Upon further inspection of the dashboard, I found “menus” under “Appearance.” When I went to “menus,” I realized that this is where all the pages were organized on the toolbar. Somehow, I needed to get my subcategories on here. After a few minutes I realized that I needed to create the pages first, so I went to “Pages” on the dashboard and proceeded to create my subcategories. Then, I went back to “menus,” added my new pages to the menu, and arranged them how I wanted them to appear. Now it is absolutely perfect! In hindsight, I’m glad I didn’t ask anyone for help. This was an incredible learning opportunity for me and I obviously proved to myself that I am perfectly capable of working through my own technological problems and challenges. Well, the minor ones, at least.

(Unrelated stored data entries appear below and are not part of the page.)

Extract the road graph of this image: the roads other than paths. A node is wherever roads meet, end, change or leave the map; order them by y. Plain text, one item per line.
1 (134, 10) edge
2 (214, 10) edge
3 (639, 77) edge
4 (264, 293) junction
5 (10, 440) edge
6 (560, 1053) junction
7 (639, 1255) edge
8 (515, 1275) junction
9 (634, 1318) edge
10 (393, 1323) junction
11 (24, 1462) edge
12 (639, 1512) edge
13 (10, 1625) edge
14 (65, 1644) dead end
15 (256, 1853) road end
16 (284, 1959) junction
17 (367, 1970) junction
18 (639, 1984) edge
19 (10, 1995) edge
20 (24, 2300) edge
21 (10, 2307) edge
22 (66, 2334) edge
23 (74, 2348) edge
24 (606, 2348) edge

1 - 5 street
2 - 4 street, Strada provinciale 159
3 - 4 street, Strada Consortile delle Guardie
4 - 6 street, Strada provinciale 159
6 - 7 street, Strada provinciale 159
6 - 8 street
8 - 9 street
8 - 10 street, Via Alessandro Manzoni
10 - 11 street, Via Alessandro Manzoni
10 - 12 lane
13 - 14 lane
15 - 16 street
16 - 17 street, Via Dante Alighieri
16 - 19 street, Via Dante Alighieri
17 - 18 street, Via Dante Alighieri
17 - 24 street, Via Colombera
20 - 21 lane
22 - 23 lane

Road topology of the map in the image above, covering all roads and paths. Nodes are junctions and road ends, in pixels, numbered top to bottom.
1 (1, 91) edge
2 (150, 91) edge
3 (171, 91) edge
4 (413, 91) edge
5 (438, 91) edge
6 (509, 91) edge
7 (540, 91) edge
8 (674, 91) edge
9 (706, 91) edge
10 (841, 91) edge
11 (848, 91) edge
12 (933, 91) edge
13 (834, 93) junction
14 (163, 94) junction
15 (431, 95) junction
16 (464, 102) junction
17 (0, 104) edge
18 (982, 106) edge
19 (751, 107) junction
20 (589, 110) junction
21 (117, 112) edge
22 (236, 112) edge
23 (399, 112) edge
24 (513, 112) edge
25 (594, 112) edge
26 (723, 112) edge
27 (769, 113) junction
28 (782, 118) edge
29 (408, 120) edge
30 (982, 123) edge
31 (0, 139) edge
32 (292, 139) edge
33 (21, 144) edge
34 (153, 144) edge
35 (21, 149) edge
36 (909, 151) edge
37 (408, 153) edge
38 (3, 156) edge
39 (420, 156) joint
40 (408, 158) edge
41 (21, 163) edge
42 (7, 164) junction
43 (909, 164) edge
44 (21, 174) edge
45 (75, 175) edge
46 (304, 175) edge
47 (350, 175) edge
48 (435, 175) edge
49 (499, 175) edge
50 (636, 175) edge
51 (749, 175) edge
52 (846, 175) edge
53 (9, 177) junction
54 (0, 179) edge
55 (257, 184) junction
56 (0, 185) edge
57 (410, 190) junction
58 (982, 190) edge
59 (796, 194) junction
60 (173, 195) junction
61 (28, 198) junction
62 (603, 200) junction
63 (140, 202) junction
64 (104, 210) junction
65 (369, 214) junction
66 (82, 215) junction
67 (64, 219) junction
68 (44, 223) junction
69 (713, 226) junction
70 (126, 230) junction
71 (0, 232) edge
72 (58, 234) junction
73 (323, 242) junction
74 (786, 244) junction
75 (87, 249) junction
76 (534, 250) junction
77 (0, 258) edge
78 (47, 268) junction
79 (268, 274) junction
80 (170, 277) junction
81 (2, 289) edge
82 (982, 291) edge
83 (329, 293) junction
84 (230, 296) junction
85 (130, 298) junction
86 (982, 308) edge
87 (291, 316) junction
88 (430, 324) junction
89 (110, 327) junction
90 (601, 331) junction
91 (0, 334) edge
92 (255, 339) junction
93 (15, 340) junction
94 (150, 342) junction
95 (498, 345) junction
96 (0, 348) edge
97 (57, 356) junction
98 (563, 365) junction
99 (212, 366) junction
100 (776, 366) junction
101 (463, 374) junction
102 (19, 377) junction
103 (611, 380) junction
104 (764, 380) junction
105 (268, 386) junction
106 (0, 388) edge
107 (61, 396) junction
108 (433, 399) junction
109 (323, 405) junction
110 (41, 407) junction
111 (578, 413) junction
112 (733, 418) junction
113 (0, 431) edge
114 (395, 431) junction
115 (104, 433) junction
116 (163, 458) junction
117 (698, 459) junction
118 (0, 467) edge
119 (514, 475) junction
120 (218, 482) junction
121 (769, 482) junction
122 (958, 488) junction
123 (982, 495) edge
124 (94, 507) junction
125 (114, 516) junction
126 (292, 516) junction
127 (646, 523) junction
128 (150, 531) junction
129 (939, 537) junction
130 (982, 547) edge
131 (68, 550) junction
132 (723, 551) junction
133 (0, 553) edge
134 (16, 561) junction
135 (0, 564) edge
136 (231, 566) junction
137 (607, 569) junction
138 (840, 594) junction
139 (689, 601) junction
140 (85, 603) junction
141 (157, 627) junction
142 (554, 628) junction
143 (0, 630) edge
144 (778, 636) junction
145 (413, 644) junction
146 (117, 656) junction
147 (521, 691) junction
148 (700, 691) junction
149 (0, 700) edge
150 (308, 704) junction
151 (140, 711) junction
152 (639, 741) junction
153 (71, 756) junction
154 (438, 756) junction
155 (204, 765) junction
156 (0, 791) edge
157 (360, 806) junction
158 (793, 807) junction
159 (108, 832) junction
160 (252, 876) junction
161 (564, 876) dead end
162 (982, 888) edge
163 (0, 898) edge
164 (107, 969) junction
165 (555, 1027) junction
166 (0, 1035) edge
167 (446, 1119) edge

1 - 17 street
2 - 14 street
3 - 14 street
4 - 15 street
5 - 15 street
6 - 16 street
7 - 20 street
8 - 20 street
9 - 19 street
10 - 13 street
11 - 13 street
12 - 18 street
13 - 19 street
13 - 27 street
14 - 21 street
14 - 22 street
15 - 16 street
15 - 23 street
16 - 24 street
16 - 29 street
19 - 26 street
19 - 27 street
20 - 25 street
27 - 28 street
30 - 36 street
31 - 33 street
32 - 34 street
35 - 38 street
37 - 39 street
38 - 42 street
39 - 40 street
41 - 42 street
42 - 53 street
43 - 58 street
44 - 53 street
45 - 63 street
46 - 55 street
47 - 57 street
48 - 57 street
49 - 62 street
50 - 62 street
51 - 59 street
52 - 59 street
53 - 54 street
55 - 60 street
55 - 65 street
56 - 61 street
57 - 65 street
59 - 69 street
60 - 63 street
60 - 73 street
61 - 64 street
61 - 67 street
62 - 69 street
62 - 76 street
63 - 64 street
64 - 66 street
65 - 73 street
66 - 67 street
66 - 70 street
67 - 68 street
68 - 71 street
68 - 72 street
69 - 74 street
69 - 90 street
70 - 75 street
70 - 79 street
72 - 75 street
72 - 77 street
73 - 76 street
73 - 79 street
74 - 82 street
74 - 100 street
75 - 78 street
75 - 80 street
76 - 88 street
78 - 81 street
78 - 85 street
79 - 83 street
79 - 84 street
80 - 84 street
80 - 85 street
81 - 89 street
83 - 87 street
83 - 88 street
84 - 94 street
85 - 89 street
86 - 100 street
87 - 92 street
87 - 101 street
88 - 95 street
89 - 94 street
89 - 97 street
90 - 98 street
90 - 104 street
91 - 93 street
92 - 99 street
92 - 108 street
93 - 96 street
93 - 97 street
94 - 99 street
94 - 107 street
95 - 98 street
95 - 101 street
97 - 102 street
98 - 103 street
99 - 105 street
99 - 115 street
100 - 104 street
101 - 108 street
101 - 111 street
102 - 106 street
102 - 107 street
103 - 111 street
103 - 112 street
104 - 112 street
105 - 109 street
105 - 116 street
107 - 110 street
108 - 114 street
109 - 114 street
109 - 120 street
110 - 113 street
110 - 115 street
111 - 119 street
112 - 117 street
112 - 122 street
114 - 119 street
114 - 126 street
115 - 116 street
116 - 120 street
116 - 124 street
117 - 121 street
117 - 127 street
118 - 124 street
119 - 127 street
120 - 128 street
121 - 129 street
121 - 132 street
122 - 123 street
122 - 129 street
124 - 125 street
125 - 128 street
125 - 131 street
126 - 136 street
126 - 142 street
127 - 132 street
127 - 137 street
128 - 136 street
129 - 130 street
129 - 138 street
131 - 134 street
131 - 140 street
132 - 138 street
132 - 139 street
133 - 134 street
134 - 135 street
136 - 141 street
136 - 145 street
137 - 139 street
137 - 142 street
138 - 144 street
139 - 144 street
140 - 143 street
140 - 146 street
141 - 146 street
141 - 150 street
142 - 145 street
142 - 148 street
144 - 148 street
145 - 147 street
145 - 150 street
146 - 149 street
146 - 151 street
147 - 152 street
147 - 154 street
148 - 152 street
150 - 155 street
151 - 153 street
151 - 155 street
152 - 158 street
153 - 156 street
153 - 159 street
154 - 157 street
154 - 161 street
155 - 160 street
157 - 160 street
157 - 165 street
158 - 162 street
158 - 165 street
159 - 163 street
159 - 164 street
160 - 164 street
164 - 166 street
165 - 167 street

My favorite tool that we learned about was TimeMapper and so that is the one I chose to play around with. I did alright with it for the most part. I forgot how to do a few things (like embed images) and there are somethings I didn’t attempt at all (like embedding videos or audio). Eventually I worked my way through the embedding, though. After I had put all of my information onto the spread sheet, I had a few issues publishing the website. Again, just looking back through the directions fixed my problem. The one major hang up that I had (and have still not resolved) is how to adjust the size of my images so that the entire image can be seen. It was obvious upon first glance at the completed timeline that only half of the image was visible. I tried going back through the imbedding code to adjust the size, but it helped very little. I’ll probably ask Joe about it on Wednesday, but I was completely frustrated by the time I had finished working on it. Overall, it was a pretty good experience. Besides the embedding hiccup, everything went just fine and was actually kind of fun! I could see using something like this in our website. I particularly like how it is a split screen- one half is the slide and timeline, the other half the map. Still, I’m a good deal more comfortable with delicate, old onion skin paper than I am with this new technology!